I'm trying to load a JSON directly into a new Google BigQuery table, without converting it to a CSV.
The JSON I receive is in the following format:
{'columns': ['Month ', 'Product ', 'Customer', 'sales_qty', 'net_sales'],
'data': [['201701', '001117', 'C00899', 72.0, 27400.0], ['201701', '001117', 'C00954', 72.0, 32640.0]]}
I need to be able to programmatically create the table as the schema might vary, so I'm using the autodetect option in JobConfig (works fine with CSVs)
I wrote the following snippet of code:
json_object = json.loads(my_json)
gbqclient = bigquery.Client.from_service_account_json(GBQ_JSON_KEY)

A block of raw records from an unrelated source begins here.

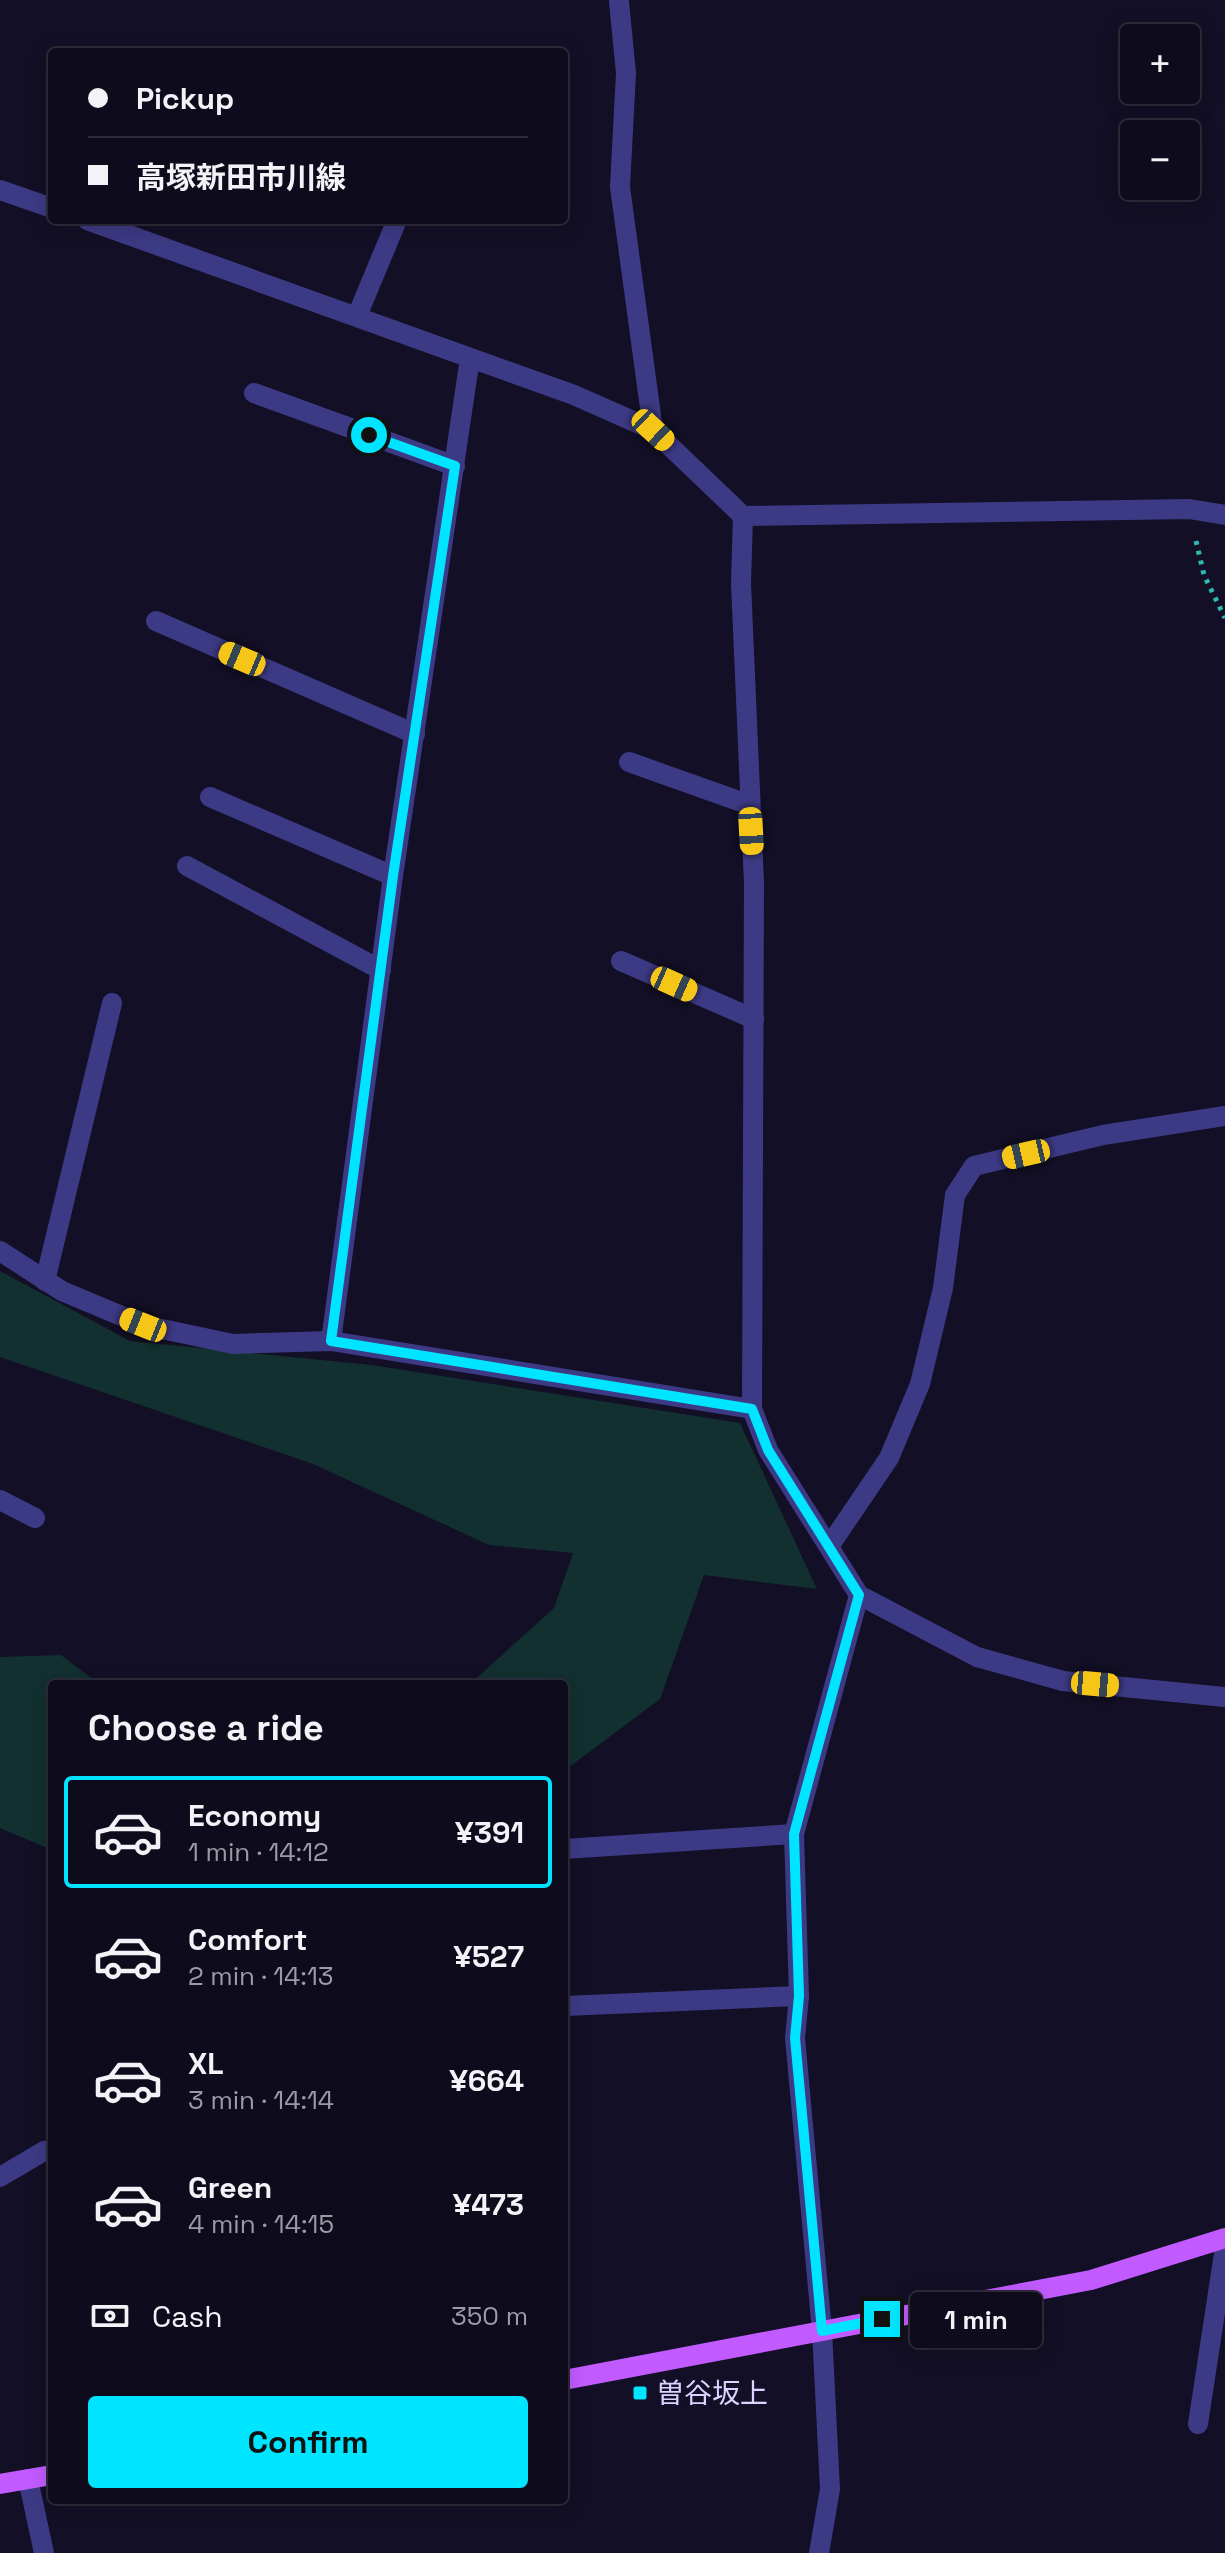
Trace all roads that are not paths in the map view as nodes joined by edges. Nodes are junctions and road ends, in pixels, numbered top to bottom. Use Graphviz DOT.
graph roads {
  1 [pos="620,1"];
  2 [pos="0,190"];
  3 [pos="48,207"];
  4 [pos="98,224"];
  5 [pos="395,224"];
  6 [pos="357,316"];
  7 [pos="470,358"];
  8 [pos="254,393"];
  9 [pos="653,430"];
  10 [pos="455,466"];
  11 [pos="1225,515"];
  12 [pos="743,516"];
  13 [pos="156,621"];
  14 [pos="415,734"];
  15 [pos="629,762"];
  16 [pos="210,797"];
  17 [pos="750,805"];
  18 [pos="187,866"];
  19 [pos="393,876"];
  20 [pos="621,961"];
  21 [pos="381,970"];
  22 [pos="112,1003"];
  23 [pos="754,1019"];
  24 [pos="1225,1116"];
  25 [pos="0,1251"];
  26 [pos="45,1281"];
  27 [pos="331,1341"];
  28 [pos="752,1409"];
  29 [pos="0,1500"];
  30 [pos="35,1518"];
  31 [pos="830,1545"];
  32 [pos="859,1595"];
  33 [pos="1225,1697"];
  34 [pos="794,1834"];
  35 [pos="568,1849"];
  36 [pos="799,1996"];
  37 [pos="568,2006"];
  38 [pos="48,2150"];
  39 [pos="0,2177"];
  40 [pos="1225,2238"];
  41 [pos="1225,2247"];
  42 [pos="822,2331"];
  43 [pos="568,2379"];
  44 [pos="1198,2424"];
  45 [pos="48,2476"];
  46 [pos="28,2479"];
  47 [pos="0,2484"];
  48 [pos="44,2553"];
  49 [pos="819,2553"];
  1 -- 9 [label="street"];
  2 -- 3 [label="street"];
  4 -- 6 [label="street"];
  5 -- 6 [label="street"];
  6 -- 7 [label="street"];
  7 -- 9 [label="street"];
  7 -- 10 [label="street"];
  8 -- 10 [label="street"];
  9 -- 12 [label="street"];
  10 -- 14 [label="street"];
  11 -- 12 [label="street"];
  12 -- 17 [label="street"];
  13 -- 14 [label="street"];
  14 -- 19 [label="street"];
  15 -- 17 [label="street"];
  16 -- 19 [label="street"];
  17 -- 23 [label="street"];
  18 -- 21 [label="street"];
  19 -- 21 [label="street"];
  20 -- 23 [label="street"];
  21 -- 27 [label="street"];
  22 -- 26 [label="street"];
  23 -- 28 [label="street"];
  24 -- 31 [label="street"];
  25 -- 26 [label="street"];
  26 -- 27 [label="street"];
  27 -- 28 [label="street"];
  28 -- 31 [label="street"];
  29 -- 30 [label="street"];
  31 -- 32 [label="street"];
  32 -- 33 [label="street"];
  32 -- 34 [label="street"];
  34 -- 35 [label="street"];
  34 -- 36 [label="street"];
  36 -- 37 [label="street"];
  36 -- 42 [label="street"];
  38 -- 39 [label="street"];
  40 -- 42 [label="main road"];
  41 -- 44 [label="street"];
  42 -- 43 [label="main road"];
  42 -- 49 [label="street"];
  45 -- 46 [label="main road"];
  46 -- 47 [label="main road"];
  46 -- 48 [label="street"];
}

dataset_ref = gbqclient.dataset(GBQ_DATASET)
table_ref = dataset_ref.table(GBQ_TABLE)
# job config for layout JSON
job_config = bigquery.LoadJobConfig()
job_config.source_format = bigquery.SourceFormat.NEWLINE_DELIMITED_JSON
#job_config.skip_leading_rows = 0
job_config.autodetect = True
# push data
job = gbqclient.load_table_from_json(json_object , table_ref, job_config = job_config)
pass
This connects properly to GBQ but the upload job then fails with an error saying:
Error while reading data, error message: Failed to parse JSON: No active field found.; ParsedString returned false
I understand the JSON format i'm using is not a NEWLINE_DELIMITED_JSON, I am looking for help as to how to convert the JSON in a format readable by the BigQuery APIs.
Thanks!